Deux autres points du projet méritent d'être signalés. Ils concernent l'application du principe communautaire de non-discrimination et la continuité des contrats.

Le projet de loi renforce la lutte contre les discriminations, conformément aux règles du droit communautaire en la matière. En particulier, il met fin à certaines différences de traitement entre hommes et femmes pour les dérogations aux limites d'âge ou aux conditions de diplôme au moment du recrutement.

Enfin, il impose la continuité des contrats des agents publics en cas de transfert d'une activité du secteur privé à l'administration, en application de la directive 2001/23 du 12 mars 2001 relative au maintien des droits des travailleurs en cas de transfert d'entreprises. L'administration aura l'obligation de reprendre les personnels, à l'image de ce que prévoyait déjà le code du travail pour les employeurs privés. Elle devra également préserver les clauses substantielles des contrats. Cette disposition jouera, par exemple, lorsque les missions d'une association ou d'une concession de service public seront prises en charge par une administration de l'Etat ou une administration locale.

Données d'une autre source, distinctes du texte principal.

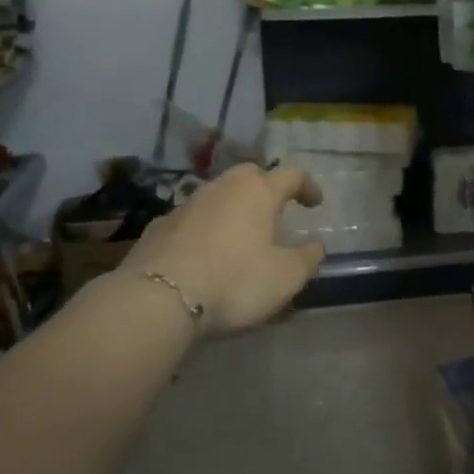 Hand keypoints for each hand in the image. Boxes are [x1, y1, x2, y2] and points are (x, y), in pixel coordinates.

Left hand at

Mesdames, messieurs les sénateurs, le projet de loi qui vous est proposé aujourd'hui permettra de grandes avancées, y compris sur le plan social, et c'est l'Europe qui en est la cause.

Plus de stabilité, plus d'ouverture, plus d'égalité, tels sont les acquis essentiels des mesures qu'il met en place.

Elles montrent que l'Europe peut être un moteur de progrès social, une source de protections nouvelles et d'innovations positives pour la fonction publique.